Help with Christmas data protection
To make sure organisations don’t get the post-Christmas blues, the Information Commissioner’s Office (ICO) has offered the following timely warning:
- If you are running a skeleton staff in the lead-up to and during the Christmas holidays, then careful of cybersecurity breaches. The ICO said that it has seen lots of cases where responses sent out around the holidays “… mistakenly contained personal information either due to time constraints or because there was no one available to check the information.”
The ICO has given the seasonal present of these helpful 7 top tips (see http://tinyurl.com/zvopf8e):
- Make sure all staff are aware of any changes in the sign off process. If someone different is signing off requests, let them know. It’s important that there are staff available to know how to redact information and use any necessary software.
- When taking extended leave, out of office emails should include an alternative, monitored email address so that incoming Freedom Of Information and Subject Access Requests can be logged immediately by a staff member.
- If there are going to be delays in sending out responses, remember it’s important to keep all requestors updated.
- It’s a good time to remind all staff who work from home about data protection home working policies and procedures.

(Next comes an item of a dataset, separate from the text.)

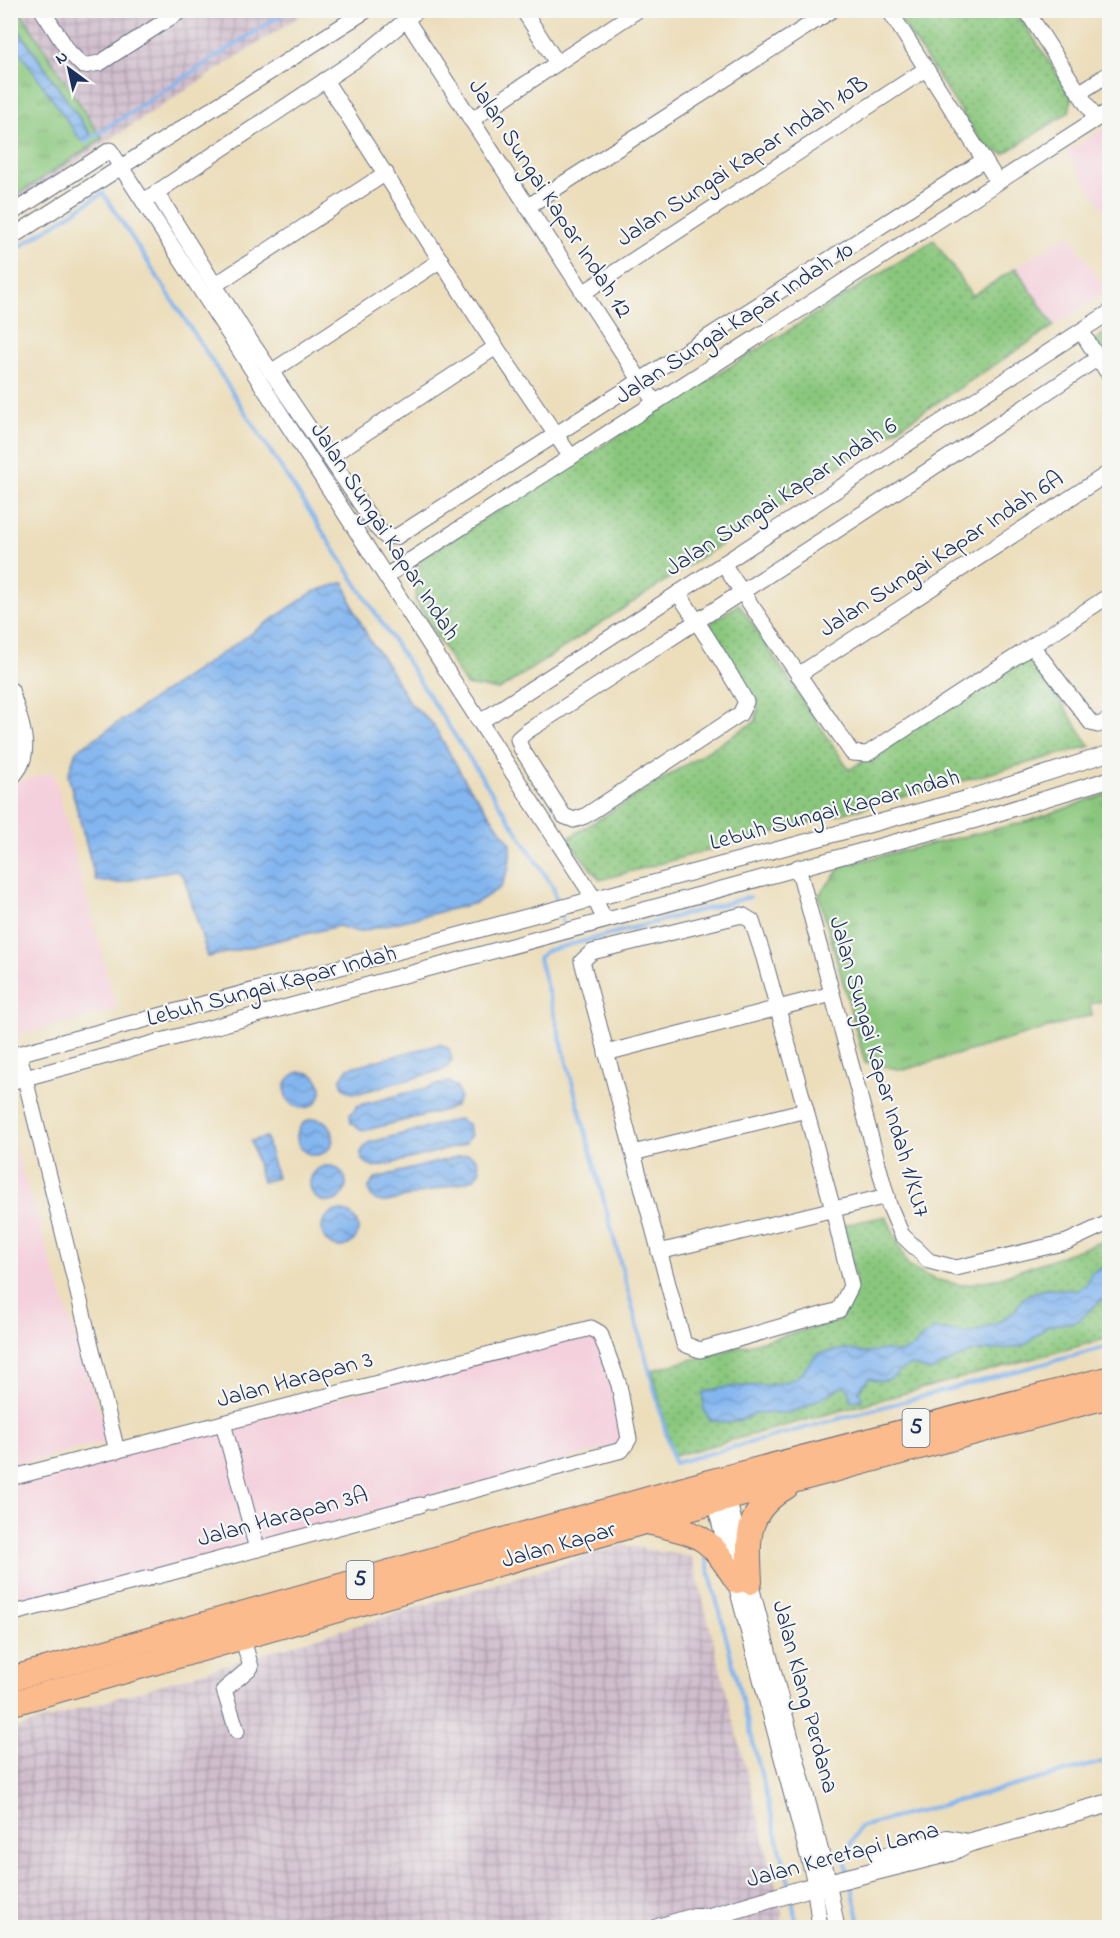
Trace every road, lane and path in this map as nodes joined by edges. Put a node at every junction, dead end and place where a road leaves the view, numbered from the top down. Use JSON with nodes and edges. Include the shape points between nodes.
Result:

- Consider how systems can be checked for potential data breaches during longer periods of shut down. Put a contingency plan in place for monitoring information security with fewer staff. Make sure the systems are backed up regularly to protect from disasters and against malware such as ransomware.
- Prepare for the worst: create a plan for managing data breaches factoring in any office closures. Think about how you would update customers if the organisation suffered a data breach and the usual channels were not available.
- If you use an IT contractor, talk to them about the requirements of your business over the Christmas period.